See the Platform metrics documentation for information about integrations with third-party services like Grafana Cloud and Datadog.

Defining custom metrics

Define custom metrics by importing the encore.dev/metrics package and creating a new metric using one of the metrics.NewCounter or metrics.NewGauge functions.

For example, to count the number of orders processed:

go
import "encore.dev/metrics"

var OrdersProcessed = metrics.NewCounter[uint64]("orders_processed", metrics.CounterConfig{})

func process(order *Order) {
    // ...
    OrdersProcessed.Increment()
}

Metric types

Encore currently supports two metric types: counters and gauges.

Counters measure the count of something. A counter's value must always increase, never decrease. (Note that the value gets reset to 0 when the application restarts.) Typical use cases include counting the number of requests, the amount of data processed, and so on.

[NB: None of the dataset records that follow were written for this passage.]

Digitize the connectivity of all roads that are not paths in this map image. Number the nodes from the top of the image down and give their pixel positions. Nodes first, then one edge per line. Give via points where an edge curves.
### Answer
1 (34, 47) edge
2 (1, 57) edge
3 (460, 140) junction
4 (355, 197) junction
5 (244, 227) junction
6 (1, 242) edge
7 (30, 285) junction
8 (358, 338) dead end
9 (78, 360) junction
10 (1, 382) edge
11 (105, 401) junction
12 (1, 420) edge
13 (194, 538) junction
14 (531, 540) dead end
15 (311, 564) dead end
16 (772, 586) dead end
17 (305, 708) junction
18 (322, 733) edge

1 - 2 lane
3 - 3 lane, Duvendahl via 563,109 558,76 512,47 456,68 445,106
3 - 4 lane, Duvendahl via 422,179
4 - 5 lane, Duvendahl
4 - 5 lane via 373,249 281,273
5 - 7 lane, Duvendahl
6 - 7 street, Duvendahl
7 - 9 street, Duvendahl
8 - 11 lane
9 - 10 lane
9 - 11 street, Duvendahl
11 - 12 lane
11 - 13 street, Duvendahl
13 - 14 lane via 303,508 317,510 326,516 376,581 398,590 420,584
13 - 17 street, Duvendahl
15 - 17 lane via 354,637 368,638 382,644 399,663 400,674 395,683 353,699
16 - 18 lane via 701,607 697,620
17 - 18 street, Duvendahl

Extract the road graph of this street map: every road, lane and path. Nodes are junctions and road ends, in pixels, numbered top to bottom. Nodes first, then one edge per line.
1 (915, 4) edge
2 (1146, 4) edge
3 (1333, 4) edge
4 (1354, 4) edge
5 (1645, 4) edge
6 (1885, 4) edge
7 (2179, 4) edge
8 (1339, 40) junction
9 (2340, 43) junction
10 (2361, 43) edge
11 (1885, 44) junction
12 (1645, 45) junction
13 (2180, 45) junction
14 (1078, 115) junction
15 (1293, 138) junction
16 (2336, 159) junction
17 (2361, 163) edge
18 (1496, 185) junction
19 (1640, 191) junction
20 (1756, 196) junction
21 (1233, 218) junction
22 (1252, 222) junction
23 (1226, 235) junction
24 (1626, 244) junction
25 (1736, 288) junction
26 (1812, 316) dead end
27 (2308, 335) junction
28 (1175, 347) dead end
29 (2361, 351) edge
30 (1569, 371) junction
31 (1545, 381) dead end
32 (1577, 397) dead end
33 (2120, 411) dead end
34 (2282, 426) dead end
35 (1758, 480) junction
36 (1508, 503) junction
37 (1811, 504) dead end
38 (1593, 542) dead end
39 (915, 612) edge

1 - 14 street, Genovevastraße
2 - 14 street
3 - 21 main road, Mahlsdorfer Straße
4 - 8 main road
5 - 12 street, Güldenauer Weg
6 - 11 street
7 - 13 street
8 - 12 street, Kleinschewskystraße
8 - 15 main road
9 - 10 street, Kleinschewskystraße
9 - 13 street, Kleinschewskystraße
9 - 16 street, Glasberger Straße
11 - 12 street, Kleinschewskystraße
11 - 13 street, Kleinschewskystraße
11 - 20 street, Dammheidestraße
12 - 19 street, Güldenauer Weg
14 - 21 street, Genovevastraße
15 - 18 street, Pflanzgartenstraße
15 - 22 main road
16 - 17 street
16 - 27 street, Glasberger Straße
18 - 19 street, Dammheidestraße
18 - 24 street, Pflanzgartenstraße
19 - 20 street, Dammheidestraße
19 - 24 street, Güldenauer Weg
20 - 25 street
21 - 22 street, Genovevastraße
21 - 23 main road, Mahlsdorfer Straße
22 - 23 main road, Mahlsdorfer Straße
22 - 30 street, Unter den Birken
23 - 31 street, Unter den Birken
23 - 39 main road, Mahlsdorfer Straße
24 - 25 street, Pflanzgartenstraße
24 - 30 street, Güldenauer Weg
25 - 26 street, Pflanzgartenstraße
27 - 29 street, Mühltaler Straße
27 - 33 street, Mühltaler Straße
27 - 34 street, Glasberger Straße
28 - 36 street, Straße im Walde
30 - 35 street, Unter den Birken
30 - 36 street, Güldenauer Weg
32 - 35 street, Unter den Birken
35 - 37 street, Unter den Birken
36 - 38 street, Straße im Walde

Gauges measure the current value of something. Unlike counters, a gauge's value can fluctuate up and down. Typical use cases include measuring CPU usage, the number of active instances running of a process, and so on.

For information about their respective APIs, see the API documentation for Counter and Gauge.

Counter example

go
import "encore.dev/metrics"

var RequestsReceived = metrics.NewCounter[uint64]("requests_received", metrics.CounterConfig{})

func handleRequest() {
    RequestsReceived.Increment()
    // ... handle request
}

Gauge example

go
import "encore.dev/metrics"

var ActiveConnections = metrics.NewGauge[int64]("active_connections", metrics.GaugeConfig{})

func onConnect() {
    ActiveConnections.Add(1)
}

func onDisconnect() {
    ActiveConnections.Add(-1)
}

Defining labels

Encore's metrics package provides a type-safe way of attaching labels to metrics. To define labels, create a struct type representing the labels and then use metrics.NewCounterGroup or metrics.NewGaugeGroup.

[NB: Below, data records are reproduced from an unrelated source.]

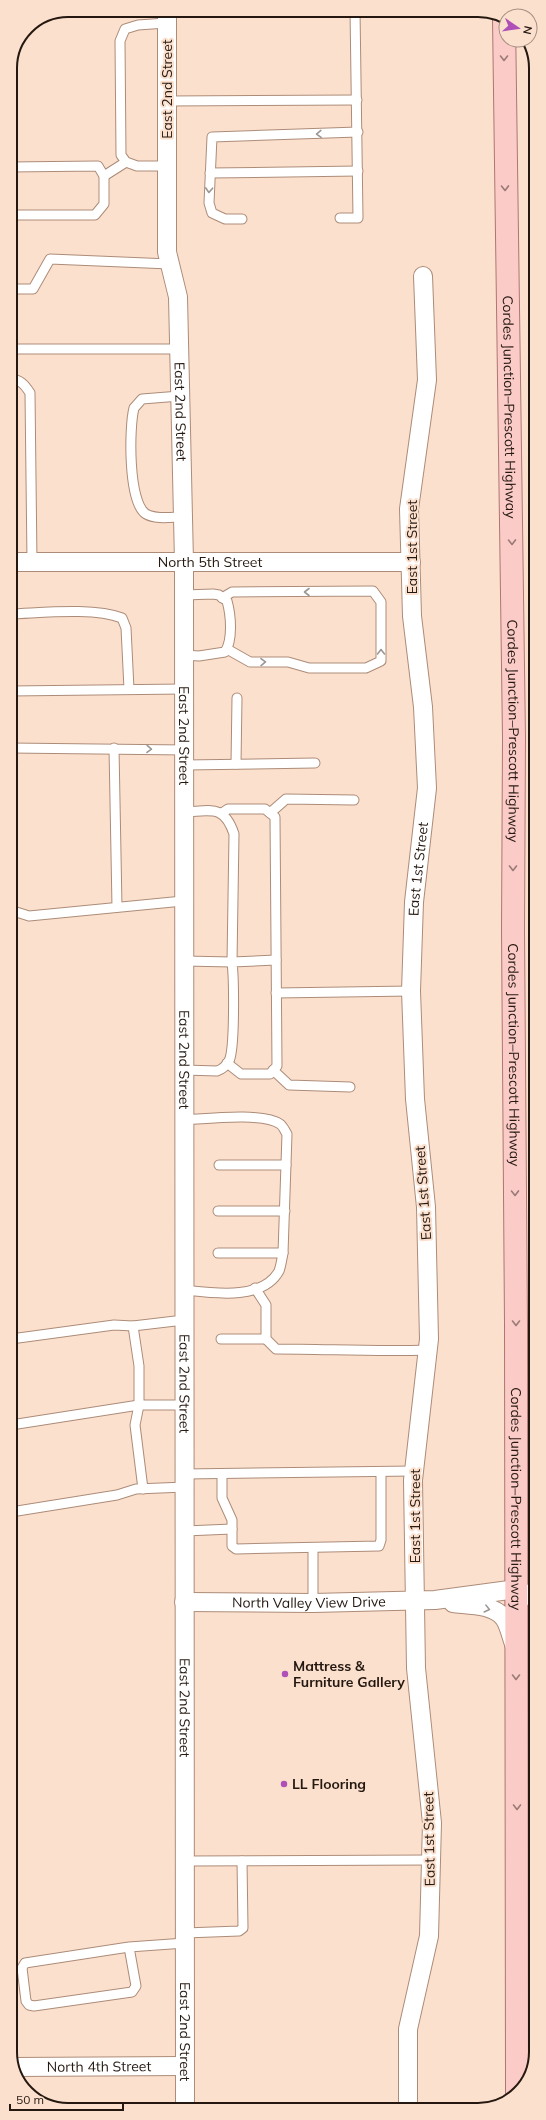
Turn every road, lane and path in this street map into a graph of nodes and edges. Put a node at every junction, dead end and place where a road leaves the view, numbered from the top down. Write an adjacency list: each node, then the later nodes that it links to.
1 (163, 17): 8 (lane)
2 (166, 17): 6 (street, East 2nd Street)
3 (355, 17): 5 (lane)
4 (504, 48): 86 (main road, Cordes Junction–Prescott Highway, one-way to 86)
5 (357, 100): 6 (lane); 7 (lane)
6 (167, 101): 9 (street, East 2nd Street)
7 (358, 132): 11 (lane); 12 (lane, one-way to 12)
8 (126, 162): 9 (lane); 13 (lane)
9 (167, 166): 17 (street, East 2nd Street)
10 (17, 167): 13 (lane)
11 (358, 172): 12 (lane); 15 (lane)
12 (210, 173): 16 (lane, one-way to 16)
13 (104, 176): 14 (lane)
14 (17, 215)
15 (340, 218)
16 (242, 219)
17 (170, 264): 19 (lane); 21 (street, East 2nd Street)
18 (423, 276): 28 (street, East 1st Street)
19 (17, 289)
20 (17, 349): 21 (lane)
21 (179, 349): 23 (street, East 2nd Street)
22 (17, 380): 26 (lane)
23 (180, 396): 24 (street, East 2nd Street); 24 (lane)
24 (183, 517): 27 (street, East 2nd Street)
25 (17, 562): 26 (street, North 5th Street)
26 (32, 562): 27 (street, North 5th Street)
27 (184, 562): 28 (street, North 5th Street); 29 (street, East 2nd Street)
28 (411, 562): 53 (street, East 1st Street)
29 (184, 595): 30 (lane); 33 (street, East 2nd Street)
30 (222, 598): 32 (lane); 32 (lane, one-way to 30)
31 (17, 614): 34 (lane)
32 (227, 649): 33 (lane)
33 (184, 655): 35 (street, East 2nd Street)
34 (129, 689): 35 (lane); 36 (lane)
35 (184, 689): 40 (street, East 2nd Street)
36 (17, 691)
37 (237, 698): 42 (lane)
38 (17, 748): 39 (lane)
39 (114, 748): 40 (lane, one-way to 40); 48 (lane)
40 (185, 757): 42 (lane); 44 (street, East 2nd Street)
41 (315, 763): 42 (lane)
42 (236, 764)
43 (354, 800): 46 (lane)
44 (184, 812): 45 (lane); 47 (street, East 2nd Street)
45 (222, 813): 46 (lane); 52 (lane)
46 (270, 813): 50 (lane)
47 (183, 901): 48 (lane); 51 (street, East 2nd Street)
48 (117, 907): 49 (lane)
49 (17, 912)
50 (276, 960): 52 (lane); 54 (lane)
51 (184, 961): 52 (lane); 56 (street, East 2nd Street)
52 (232, 962): 55 (lane)
53 (411, 991): 54 (lane); 73 (street, East 1st Street)
54 (276, 993): 57 (lane)
55 (227, 1063): 56 (lane); 57 (lane)
56 (184, 1070): 59 (street, East 2nd Street)
57 (273, 1070): 58 (lane)
58 (350, 1087)
59 (184, 1120): 61 (lane); 67 (street, East 2nd Street)
60 (219, 1165): 61 (lane)
61 (286, 1166): 63 (lane)
62 (218, 1211): 63 (lane)
63 (284, 1211): 65 (lane)
64 (218, 1253): 65 (lane)
65 (283, 1253): 66 (lane)
66 (255, 1288): 67 (lane); 71 (lane)
67 (184, 1290): 68 (street, East 2nd Street)
68 (184, 1320): 69 (lane); 75 (street, East 2nd Street)
69 (133, 1326): 70 (lane); 74 (lane)
70 (17, 1338)
71 (266, 1339): 72 (lane); 73 (lane)
72 (220, 1340)
73 (428, 1350): 78 (street, East 1st Street)
74 (139, 1405): 75 (lane); 76 (lane); 81 (lane)
75 (184, 1405): 80 (street, East 2nd Street)
76 (17, 1424)
77 (381, 1472): 78 (lane); 79 (lane); 85 (lane)
78 (413, 1472): 88 (street, East 1st Street)
79 (222, 1474): 80 (lane); 83 (lane)
80 (185, 1481): 81 (lane); 84 (street, East 2nd Street)
81 (143, 1489): 82 (lane)
82 (17, 1511)
83 (232, 1529): 84 (lane); 85 (lane)
84 (185, 1531): 90 (street, East 2nd Street)
85 (313, 1548): 91 (lane)
86 (516, 1589): 87 (street); 89 (street, North Valley View Drive); 92 (main road, Cordes Junction–Prescott Highway)
87 (529, 1596)
88 (416, 1600): 89 (street, North Valley View Drive); 91 (street, North Valley View Drive); 93 (street, East 1st Street)
89 (435, 1600): 92 (street, North Valley View Drive, one-way to 92)
90 (184, 1602): 91 (street, North Valley View Drive); 94 (street, East 2nd Street)
91 (313, 1603)
92 (516, 1647): 100 (main road, Cordes Junction–Prescott Highway, one-way to 100)
93 (431, 1860): 95 (lane); 102 (street, East 1st Street)
94 (185, 1861): 95 (lane); 96 (street, East 2nd Street)
95 (242, 1861): 96 (lane)
96 (185, 1938): 97 (lane); 98 (street, East 2nd Street)
97 (129, 1947): 97 (lane)
98 (185, 2066): 99 (street, North 4th Street); 101 (street, East 2nd Street)
99 (20, 2067)
100 (517, 2084)
101 (185, 2103)
102 (408, 2103)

The Labels type must be a named struct, where each field corresponds to a single label. Each field must be of type string, int, or bool.

Counter with labels

go
import "encore.dev/metrics"

type Labels struct {
    Success bool
}

var OrdersProcessed = metrics.NewCounterGroup[Labels, uint64]("orders_processed", metrics.CounterConfig{})

func process(order *Order) {
    var success bool
    // ... populate success with true/false ...
    OrdersProcessed.With(Labels{Success: success}).Increment()
}

Gauge with labels

go
import "encore.dev/metrics"

type ConnectionLabels struct {
    Region string
}

var ActiveConnections = metrics.NewGaugeGroup[ConnectionLabels, int64]("active_connections", metrics.GaugeConfig{})

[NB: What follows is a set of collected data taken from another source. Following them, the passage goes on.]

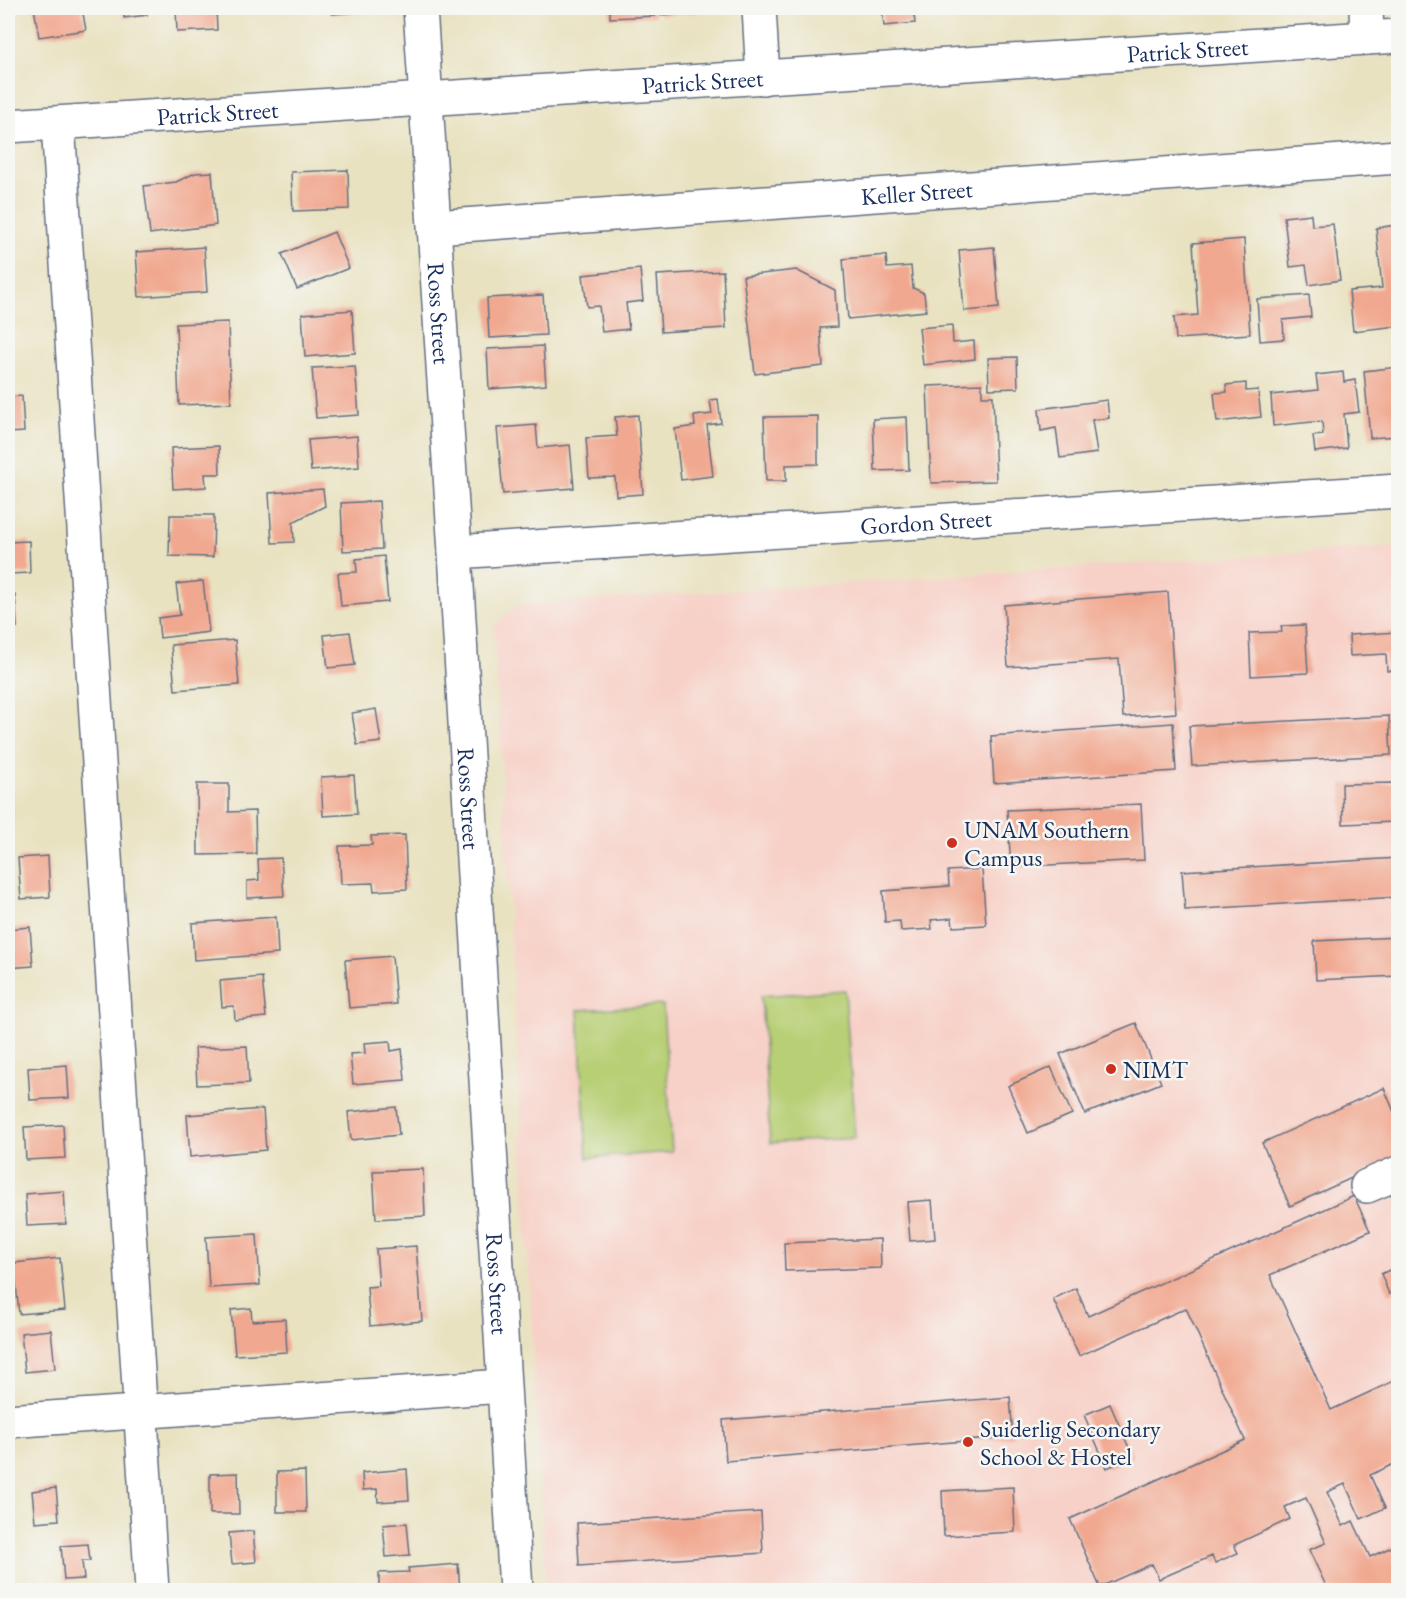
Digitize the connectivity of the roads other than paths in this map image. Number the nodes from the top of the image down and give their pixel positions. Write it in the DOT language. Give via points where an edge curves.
graph roads {
  1 [pos="420,8"];
  2 [pos="759,8"];
  3 [pos="1377,27"];
  4 [pos="763,78"];
  5 [pos="427,99"];
  6 [pos="58,123"];
  7 [pos="8,126"];
  8 [pos="1398,157"];
  9 [pos="435,227"];
  10 [pos="1398,491"];
  11 [pos="455,552"];
  12 [pos="1398,1173"];
  13 [pos="1367,1186"];
  14 [pos="503,1386"];
  15 [pos="139,1411"];
  16 [pos="8,1421"];
  17 [pos="152,1590"];
  18 [pos="516,1590"];
  1 -- 5 [label="street, Ross Street"];
  2 -- 4 [label="street"];
  3 -- 4 [label="street, Patrick Street"];
  4 -- 5 [label="street, Patrick Street"];
  5 -- 6 [label="street, Patrick Street"];
  5 -- 9 [label="street, Ross Street"];
  6 -- 7 [label="street, Patrick Street"];
  6 -- 15 [label="street"];
  8 -- 9 [label="street, Keller Street"];
  9 -- 11 [label="street, Ross Street"];
  10 -- 11 [label="street, Gordon Street"];
  11 -- 14 [label="street, Ross Street"];
  12 -- 13 [label="street"];
  14 -- 15 [label="street"];
  14 -- 18 [label="street, Ross Street"];
  15 -- 16 [label="street"];
  15 -- 17 [label="street"];
}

func onConnect(region string) {
    ActiveConnections.With(ConnectionLabels{Region: region}).Add(1)
}
<Callout type="important">

Each combination of label values creates a unique time series tracked in memory and stored by the monitoring system. Using numerous labels can lead to a combinatorial explosion, causing high cloud expenses and degraded performance.

As a general rule, limit the unique time series to tens or hundreds at most, rather than thousands.